Our first stop was an hour away in a little town call Princeton. You may remember them from such works as A Beautiful Mind and TV’s House. Obviously they’re best known for Princeton University, one of those grand learning institutions with high standards, higher reputation, and highest tuitions. We had no plans to invade their campus, but a nearby residential neighborhood is the setting for Princeton Cemetery. Established in 1757 and still in active use today, it has a dedicated section for the graves of several Princeton U presidents from throughout its storied history.
For example: their third president was Jonathan Edwards, Puritan preacher and theologian. When Anne and I were in high school, his sermon-turned-essay “Sinners in the Hands of an Angry God” was part of the English class curriculum whether students liked it or not — not to tell them Hell is real, but as an example of a particular kind of persuasive writing from another era.

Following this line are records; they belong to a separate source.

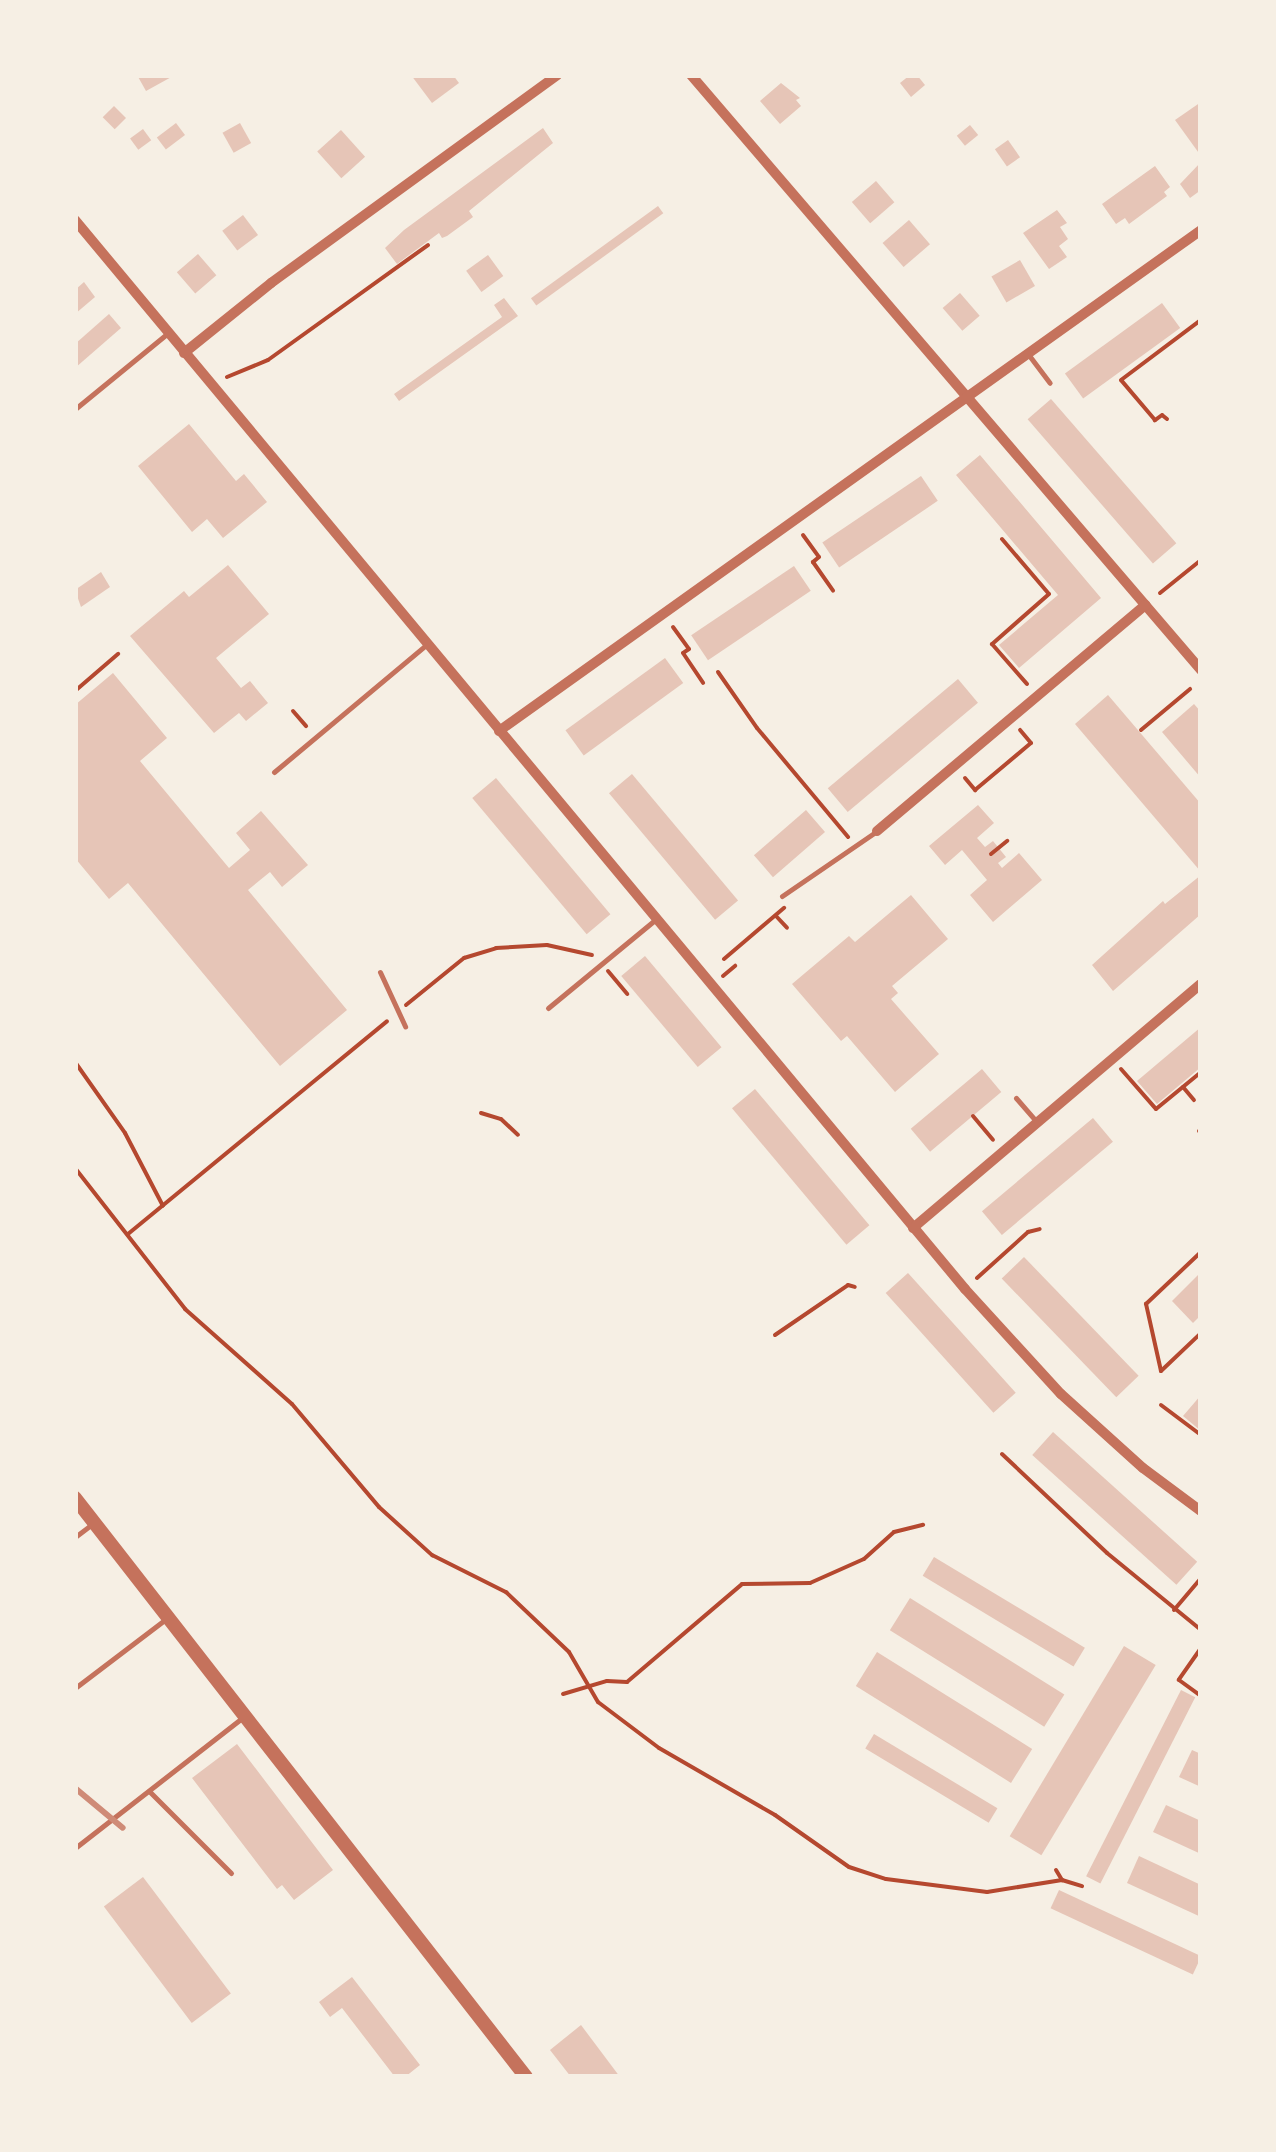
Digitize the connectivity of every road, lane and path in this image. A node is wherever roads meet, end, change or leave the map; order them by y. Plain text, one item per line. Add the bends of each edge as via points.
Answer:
1 (556, 75) edge
2 (691, 75) edge
3 (75, 220) edge
4 (1201, 230) edge
5 (428, 246) dead end
6 (1201, 320) edge
7 (168, 333) junction
8 (184, 353) junction
9 (1028, 353) junction
10 (224, 380) dead end
11 (1050, 383) dead end
12 (967, 396) junction
13 (75, 409) edge
14 (1166, 419) dead end
15 (803, 534) dead end
16 (1002, 539) dead end
17 (1201, 560) edge
18 (834, 591) dead end
19 (1160, 593) dead end
20 (1145, 606) junction
21 (673, 626) dead end
22 (427, 644) junction
23 (118, 654) dead end
24 (1199, 663) edge
25 (718, 672) dead end
26 (704, 683) dead end
27 (1027, 684) dead end
28 (1190, 689) dead end
29 (75, 692) edge
30 (293, 711) dead end
31 (1010, 719) junction
32 (302, 721) dead end
33 (1141, 730) dead end
34 (499, 731) junction
35 (955, 766) junction
36 (274, 772) dead end
37 (877, 831) joint
38 (848, 836) dead end
39 (1006, 840) dead end
40 (990, 854) dead end
41 (782, 896) dead end
42 (775, 915) dead end
43 (656, 919) junction
44 (786, 928) dead end
45 (612, 954) junction
46 (601, 964) junction
47 (380, 972) dead end
48 (1201, 984) edge
49 (627, 994) dead end
50 (548, 1008) dead end
51 (397, 1013) junction
52 (405, 1026) dead end
53 (1112, 1058) junction
54 (75, 1062) edge
55 (1201, 1072) edge
56 (1183, 1087) junction
57 (1016, 1098) dead end
58 (1194, 1100) dead end
59 (481, 1113) dead end
60 (973, 1116) dead end
61 (1036, 1122) junction
62 (518, 1135) dead end
63 (988, 1135) dead end
64 (75, 1168) edge
65 (163, 1206) junction
66 (913, 1228) junction
67 (1040, 1229) dead end
68 (128, 1234) junction
69 (1201, 1252) edge
70 (855, 1287) dead end
71 (964, 1289) junction
72 (1201, 1333) edge
73 (775, 1335) dead end
74 (1161, 1405) dead end
75 (1201, 1435) edge
76 (1002, 1454) dead end
77 (75, 1498) edge
78 (1201, 1511) edge
79 (94, 1522) junction
80 (922, 1524) dead end
81 (75, 1537) edge
82 (1201, 1578) edge
83 (1174, 1610) junction
84 (168, 1617) junction
85 (1201, 1630) edge
86 (1201, 1648) edge
87 (587, 1685) junction
88 (75, 1688) edge
89 (564, 1694) dead end
90 (1201, 1696) edge
91 (246, 1716) junction
92 (149, 1791) junction
93 (75, 1848) edge
94 (1056, 1870) dead end
95 (231, 1873) dead end
96 (1062, 1880) junction
97 (1082, 1886) dead end
98 (526, 2077) edge

1 - 8 street
2 - 12 street
3 - 7 street
4 - 9 street
5 - 10 path via 268,360
6 - 14 path via 1120,380 1155,420
7 - 8 street
7 - 13 lane
8 - 22 street
9 - 11 lane
9 - 12 street
12 - 20 street
12 - 34 street
15 - 18 path
16 - 27 path via 1049,594 992,644
17 - 19 path
20 - 24 street
20 - 31 street
21 - 26 path
22 - 34 street
22 - 36 lane
23 - 29 path
25 - 38 path
28 - 33 path
30 - 32 path
31 - 35 street
31 - 35 path via 1031,743 975,790
34 - 43 street
35 - 37 street
37 - 41 lane
39 - 40 path
42 - 44 path
43 - 45 lane
43 - 66 street
45 - 46 lane
45 - 51 path via 547,945 496,948 464,958
46 - 49 path
46 - 50 lane
47 - 51 lane
48 - 53 street
51 - 52 lane
51 - 65 path
53 - 56 path via 1156,1109
53 - 61 street
54 - 65 path via 125,1132
55 - 56 path
56 - 58 path
57 - 61 lane
59 - 62 path via 501,1119
60 - 63 path
61 - 66 street
64 - 68 path
65 - 68 path
66 - 71 street
67 - 71 path via 1028,1232
68 - 87 path via 185,1308 292,1404 379,1507 432,1555 506,1592 569,1652
69 - 72 path via 1146,1304 1161,1371
70 - 73 path
71 - 78 street via 1061,1394
74 - 75 path
76 - 83 path
77 - 79 street
79 - 81 lane
79 - 84 street
80 - 87 path via 894,1532 864,1560 810,1582 742,1584 627,1682
82 - 83 path
83 - 85 path
84 - 88 lane
84 - 91 street
86 - 90 path via 1178,1680
87 - 89 path
87 - 96 path via 598,1702 659,1748 849,1867 987,1892
91 - 92 lane
91 - 98 street
92 - 93 lane
92 - 95 lane
94 - 96 path
96 - 97 path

Not far from Edwards is Princeton’s sixth president, John Witherspoon, a minister who would become one of two delegates to sign the Declaration of Independence on behalf of the state of New Jersey, thereby making him an official Founding Father. He’s also an ancestor of Academy Award Winner Reese Witherspoon, believe it or not.
You may be more familiar with the name on another tomb in the cemetery: Aaron Burr, the third Vice President of the United States of America and the man who shot Alexander Hamilton in that infamous duel which didn’t seem suited to a musical at the time, and yet here we are. He was never a Princeton president, but his father Aaron Burr, Senior (yet another minister), was its second president. Both Burrs are buried here.

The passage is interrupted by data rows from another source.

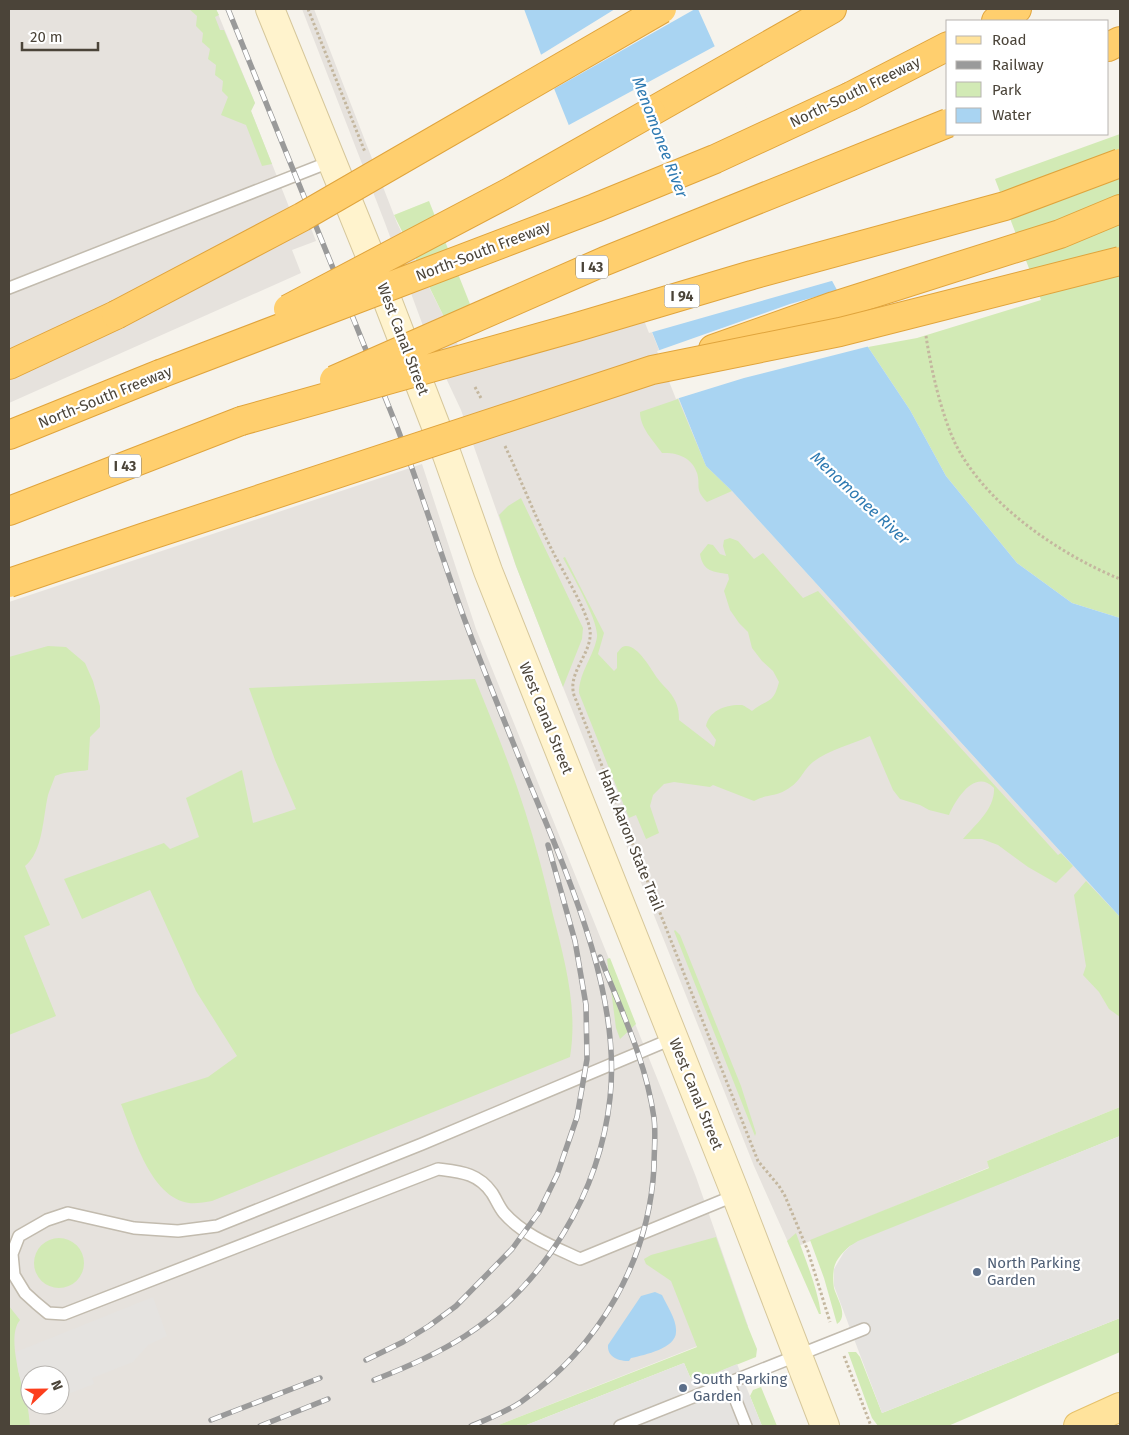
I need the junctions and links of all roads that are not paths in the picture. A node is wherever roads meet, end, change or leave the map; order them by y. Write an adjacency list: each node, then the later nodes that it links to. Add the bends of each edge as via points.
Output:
1 (270, 9): 8 (street, West Canal Street)
2 (662, 9): 13 (highway, bridge, via 302,217 116,315)
3 (832, 9): 15 (highway, bridge, via 508,193)
4 (1017, 9): 5 (highway)
5 (998, 20)
6 (946, 47): 15 (highway, North-South Freeway, bridge, via 851,96 714,159 595,208)
7 (946, 123): 16 (highway, I 43, bridge, via 605,261)
8 (332, 160): 12 (lane); 20 (street, West Canal Street, via 430,409 488,572)
9 (1120, 164): 16 (highway, I 94, bridge, via 1005,206)
10 (1120, 210): 14 (highway, bridge, via 1060,234 834,306)
11 (1120, 261): 14 (highway, bridge, via 840,332)
12 (9, 288)
13 (9, 365)
14 (652, 370): 19 (highway, bridge)
15 (160, 374): 17 (highway, North-South Freeway)
16 (241, 421): 18 (highway, I 43)
17 (9, 435)
18 (9, 511)
19 (9, 583)
20 (674, 1038): 21 (street, West Canal Street); 21 (lane, via 217,1226 178,1231 134,1228 68,1213 47,1220 19,1236 12,1254 14,1275 25,1293 48,1313 64,1314 438,1168 463,1172 481,1180 504,1213 525,1230 580,1259)
21 (736, 1196): 23 (street, West Canal Street)
22 (864, 1329): 23 (lane)
23 (798, 1356): 24 (lane); 28 (street, West Canal Street)
24 (729, 1383): 26 (lane); 27 (lane)
25 (1120, 1407): 29 (main road)
26 (620, 1426)
27 (746, 1426)
28 (825, 1426)
29 (1078, 1426)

A few rows over is the family of one George Gallup, a pioneer in the field of public opinion polls and a trendsetter in the art of trying to predict election results long before Election Day. If you paid attention to a poll within the past month and either agreed with or seethed at the results, you have Gallup to thank.
Unfortunately I screwed up, missed his grave and instead found that of one of his sons, Alec, who later helped run the Gallup Organization along with his brother George, Jr.

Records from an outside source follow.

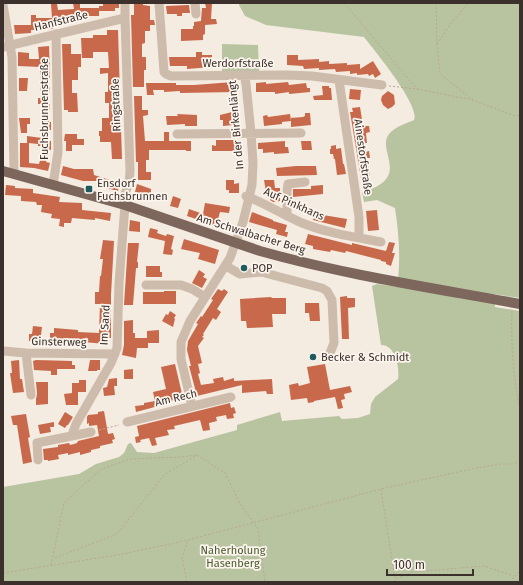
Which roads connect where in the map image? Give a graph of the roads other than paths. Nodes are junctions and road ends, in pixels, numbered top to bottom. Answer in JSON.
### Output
{"nodes":[{"id":1,"x":125,"y":3,"type":"edge"},
{"id":2,"x":159,"y":3,"type":"edge"},
{"id":3,"x":195,"y":3,"type":"edge"},
{"id":4,"x":3,"y":5,"type":"edge"},
{"id":5,"x":196,"y":14,"type":"dead end"},
{"id":6,"x":124,"y":18,"type":"junction"},
{"id":7,"x":56,"y":34,"type":"junction"},
{"id":8,"x":7,"y":46,"type":"edge"},
{"id":9,"x":244,"y":74,"type":"junction"},
{"id":10,"x":339,"y":80,"type":"junction"},
{"id":11,"x":382,"y":85,"type":"road end"},
{"id":12,"x":3,"y":103,"type":"edge"},
{"id":13,"x":13,"y":105,"type":"junction"},
{"id":14,"x":248,"y":133,"type":"junction"},
{"id":15,"x":301,"y":133,"type":"dead end"},
{"id":16,"x":177,"y":134,"type":"dead end"},
{"id":17,"x":3,"y":171,"type":"edge"},
{"id":18,"x":14,"y":174,"type":"junction"},
{"id":19,"x":305,"y":182,"type":"dead end"},
{"id":20,"x":53,"y":185,"type":"junction"},
{"id":21,"x":247,"y":196,"type":"junction"},
{"id":22,"x":123,"y":205,"type":"junction"},
{"id":23,"x":287,"y":216,"type":"junction"},
{"id":24,"x":359,"y":238,"type":"junction"},
{"id":25,"x":381,"y":242,"type":"dead end"},
{"id":26,"x":236,"y":243,"type":"junction"},
{"id":27,"x":226,"y":266,"type":"junction"},
{"id":28,"x":146,"y":285,"type":"dead end"},
{"id":29,"x":205,"y":297,"type":"junction"},
{"id":30,"x":516,"y":303,"type":"edge"},
{"id":31,"x":3,"y":351,"type":"edge"},
{"id":32,"x":26,"y":353,"type":"junction"},
{"id":33,"x":330,"y":353,"type":"dead end"},
{"id":34,"x":115,"y":354,"type":"junction"},
{"id":35,"x":31,"y":395,"type":"dead end"},
{"id":36,"x":231,"y":397,"type":"dead end"},
{"id":37,"x":192,"y":406,"type":"junction"},
{"id":38,"x":127,"y":422,"type":"road end"},
{"id":39,"x":91,"y":432,"type":"road end"},
{"id":40,"x":72,"y":435,"type":"junction"},
{"id":41,"x":38,"y":460,"type":"dead end"}],
"edges":[{"from":1,"to":6,"type":"street","name":"Ringstraße"},
{"from":2,"to":9,"type":"street","name":"Werdorfstraße"},
{"from":3,"to":5,"type":"street"},
{"from":4,"to":8,"type":"street"},
{"from":6,"to":7,"type":"street","name":"Hanfstraße"},
{"from":6,"to":22,"type":"street","name":"Ringstraße"},
{"from":7,"to":8,"type":"street","name":"Hanfstraße"},
{"from":7,"to":20,"type":"street","name":"Fuchsbrunnenstraße"},
{"from":8,"to":13,"type":"street"},
{"from":9,"to":10,"type":"street","name":"Werdorfstraße"},
{"from":9,"to":14,"type":"street","name":"In der Birkenlängt"},
{"from":10,"to":11,"type":"street","name":"Werdorfstraße"},
{"from":10,"to":24,"type":"street","name":"Ainestorfstraße"},
{"from":12,"to":13,"type":"street"},
{"from":13,"to":18,"type":"street"},
{"from":14,"to":15,"type":"street"},
{"from":14,"to":16,"type":"street"},
{"from":14,"to":21,"type":"street","name":"In der Birkenlängt"},
{"from":17,"to":18,"type":"main road","name":"Am Schwalbacher Berg"},
{"from":18,"to":20,"type":"main road","name":"Am Schwalbacher Berg"},
{"from":19,"to":23,"type":"street"},
{"from":20,"to":22,"type":"main road","name":"Am Schwalbacher Berg"},
{"from":21,"to":23,"type":"street","name":"Auf Pinkhans"},
{"from":21,"to":26,"type":"street","name":"In der Birkenlängt"},
{"from":22,"to":26,"type":"main road","name":"Am Schwalbacher Berg"},
{"from":22,"to":34,"type":"street","name":"Im Sand"},
{"from":23,"to":24,"type":"street","name":"Auf Pinkhans"},
{"from":24,"to":25,"type":"street","name":"Auf Pinkhans"},
{"from":26,"to":27,"type":"street","name":"In der Birkenlängt"},
{"from":26,"to":30,"type":"main road","name":"Am Schwalbacher Berg"},
{"from":27,"to":29,"type":"street","name":"In der Birkenlängt"},
{"from":27,"to":33,"type":"street"},
{"from":28,"to":29,"type":"street"},
{"from":29,"to":37,"type":"street","name":"In der Birkenlängt"},
{"from":31,"to":32,"type":"street","name":"Ginsterweg"},
{"from":32,"to":34,"type":"street","name":"Ginsterweg"},
{"from":32,"to":35,"type":"street"},
{"from":34,"to":40,"type":"street","name":"Im Sand"},
{"from":36,"to":37,"type":"street","name":"Am Rech"},
{"from":37,"to":38,"type":"street","name":"Am Rech"},
{"from":39,"to":40,"type":"street"},
{"from":40,"to":41,"type":"street"}]}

Then there was our primary objective: not a university president, not a Vice President, not the president of the company that correctly predicted some Presidential elections but gave Thomas Dewey too much credit. We were in Princeton to view the gravesite of an actual capital-P President: hometown legend Grover Cleveland.
Cleveland secured his permanent place in American trivia as the only President ever to serve two nonconsecutive terms. His plan to be an ordinary two-term President was foiled in the 1888 election when he won the popular vote but Indiana’s own Benjamin Harrison won the Electoral College, a thing that has indeed happened more than once in history. Like Rocky Balboa going after Apollo Creed in Rocky 2, Cleveland staged a comeback in 1892 and took the win from Harrison — partly because one or more corrupt voting practices had been all but eliminated during Harrison’s term, and partly because Harrison did virtually no campaigning as his wife was on her deathbed. Advantage: Grover.
Prior to the White House, Cleveland had served as mayor of Buffalo and governor of New York. The latter office also worked as a solid career launchpad for Martin Van Buren and both Roosevelts. His governing style was largely anti-corruption and had no use for political machines, but the Panic of 1893 led off a depression that dampened spirits throughout his second term. We previously saw the gravesite of his first Vice President, Indiana’s own Thomas Hendricks, at Crown Hill Cemetery. Hendricks died eight months after inauguration and left Cleveland without a VP for the remainder of his first term.
Buried on one side is his daughter Ruth, who died of diphtheria at age 12 and was allegedly the namesake of Baby Ruth candy bars, according to the company owner who really didn’t want to pay Babe Ruth royalties. On the other side was Cleveland’s wife Frances Folsom Cleveland Preston, who in 1885 at age 21 became the youngest First Lady ever. She passed away in 1947, outliving him by nearly four decades. She was a rare instance of a Presidential widow remarrying (her second husband was a professor at another university).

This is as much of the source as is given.